*RECORDS FOR THIS EXERCISE:*
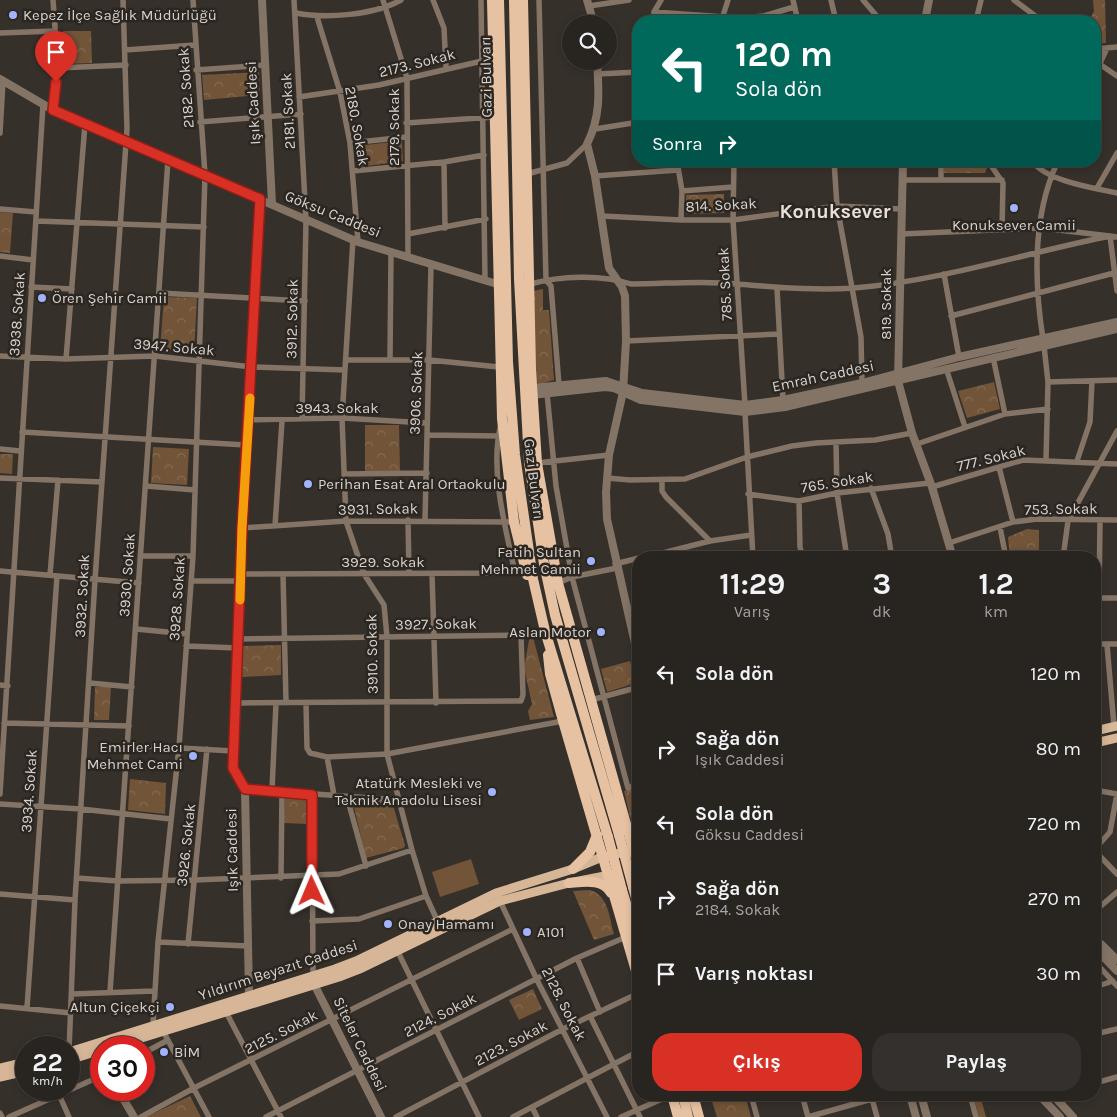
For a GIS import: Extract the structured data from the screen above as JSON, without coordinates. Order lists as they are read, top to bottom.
{
  "streets": {
    "highway": ["Gazi Bulvarı"],
    "main road": ["Yıldırım Beyazıt Caddesi"],
    "street": [
      "2173. Sokak",
      "2182. Sokak",
      "Işık Caddesi",
      "2181. Sokak",
      "2180. Sokak",
      "2179. Sokak",
      "814. Sokak",
      "Göksu Caddesi",
      "785. Sokak",
      "819. Sokak",
      "3938. Sokak",
      "3912. Sokak",
      "3947. Sokak",
      "Emrah Caddesi",
      "3906. Sokak",
      "3943. Sokak",
      "777. Sokak",
      "765. Sokak",
      "3931. Sokak",
      "753. Sokak",
      "3929. Sokak",
      "3930. Sokak",
      "3932. Sokak",
      "3928. Sokak",
      "3927. Sokak",
      "3910. Sokak",
      "3934. Sokak",
      "3926. Sokak",
      "2128. Sokak",
      "2124. Sokak",
      "2125. Sokak",
      "2123. Sokak",
      "Siteler Caddesi"
    ]
  },
  "crossings": [
    ["2173. Sokak", "2181. Sokak"],
    ["2173. Sokak", "2180. Sokak"],
    ["2173. Sokak", "2179. Sokak"],
    ["Gazi Bulvarı", "3927. Sokak"],
    ["2182. Sokak", "Göksu Caddesi"],
    ["2182. Sokak", "3928. Sokak"],
    ["Işık Caddesi", "Göksu Caddesi"],
    ["Işık Caddesi", "3947. Sokak"],
    ["Işık Caddesi", "3943. Sokak"],
    ["Işık Caddesi", "3931. Sokak"],
    ["Işık Caddesi", "3929. Sokak"],
    ["Işık Caddesi", "3927. Sokak"],
    ["Işık Caddesi", "Yıldırım Beyazıt Caddesi"],
    ["2181. Sokak", "Göksu Caddesi"],
    ["2181. Sokak", "3912. Sokak"],
    ["2180. Sokak", "Göksu Caddesi"],
    ["2180. Sokak", "3910. Sokak"],
    ["2179. Sokak", "Göksu Caddesi"],
    ["814. Sokak", "785. Sokak"],
    ["814. Sokak", "819. Sokak"],
    ["Göksu Caddesi", "3938. Sokak"],
    ["Göksu Caddesi", "3912. Sokak"],
    ["Göksu Caddesi", "3906. Sokak"],
    ["Göksu Caddesi", "3930. Sokak"],
    ["Göksu Caddesi", "3932. Sokak"],
    ["Göksu Caddesi", "3928. Sokak"],
    ["Göksu Caddesi", "3910. Sokak"],
    ["785. Sokak", "Emrah Caddesi"],
    ["785. Sokak", "765. Sokak"],
    ["819. Sokak", "Emrah Caddesi"],
    ["819. Sokak", "777. Sokak"],
    ["819. Sokak", "765. Sokak"],
    ["819. Sokak", "753. Sokak"],
    ["3938. Sokak", "3947. Sokak"],
    ["3912. Sokak", "3947. Sokak"],
    ["3912. Sokak", "3943. Sokak"],
    ["3947. Sokak", "3930. Sokak"],
    ["3947. Sokak", "3932. Sokak"],
    ["3947. Sokak", "3928. Sokak"],
    ["3947. Sokak", "3910. Sokak"],
    ["3906. Sokak", "3943. Sokak"],
    ["3906. Sokak", "3931. Sokak"],
    ["3943. Sokak", "3910. Sokak"],
    ["777. Sokak", "765. Sokak"],
    ["3931. Sokak", "3910. Sokak"],
    ["3929. Sokak", "3928. Sokak"],
    ["3929. Sokak", "3910. Sokak"],
    ["3928. Sokak", "Yıldırım Beyazıt Caddesi"],
    ["3927. Sokak", "3910. Sokak"],
    ["3910. Sokak", "Yıldırım Beyazıt Caddesi"],
    ["Yıldırım Beyazıt Caddesi", "2128. Sokak"],
    ["Yıldırım Beyazıt Caddesi", "Siteler Caddesi"],
    ["2128. Sokak", "2124. Sokak"],
    ["2128. Sokak", "2125. Sokak"],
    ["2128. Sokak", "2123. Sokak"],
    ["2124. Sokak", "Siteler Caddesi"],
    ["2125. Sokak", "Siteler Caddesi"]
  ],
  "districts": ["Konuksever"],
  "places": [
    "Kepez İlçe Sağlık Müdürlüğü",
    "Konuksever Camii",
    "Ören Şehir Camii",
    "Perihan Esat Aral Ortaokulu",
    "Fatih Sultan Mehmet Camii",
    "Aslan Motor",
    "Emirler Hacı Mehmet Cami",
    "Atatürk Mesleki ve Teknik Anadolu Lisesi",
    "Onay Hamamı",
    "A101",
    "Altun Çiçekçi",
    "BİM"
  ],
  "page": {
    "turn": ["120 m", "Sola dön"],
    "then": "Sonra",
    "eta": [
      "11:29",
      "Varış",
      "3",
      "dk",
      "1.2",
      "km"
    ],
    "list": [
      {
        "name": "Sola dön",
        "value": "120 m"
      },
      {
        "name": "Sağa dön",
        "note": "Işık Caddesi",
        "value": "80 m"
      },
      {
        "name": "Sola dön",
        "note": "Göksu Caddesi",
        "value": "720 m"
      },
      {
        "name": "Sağa dön",
        "note": "2184. Sokak",
        "value": "270 m"
      },
      {
        "name": "Varış noktası",
        "value": "30 m"
      }
    ],
    "buttons": ["Çıkış", "Paylaş"],
    "speed": "22 km/h",
    "limit": "30"
  }
}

*REQUIRED WORK:* Whenever the word "Bulvarı" appears in a line above, copy that line.

*EXERCISE OUTPUT:*
    "highway": ["Gazi Bulvarı"],
    ["Gazi Bulvarı", "3927. Sokak"],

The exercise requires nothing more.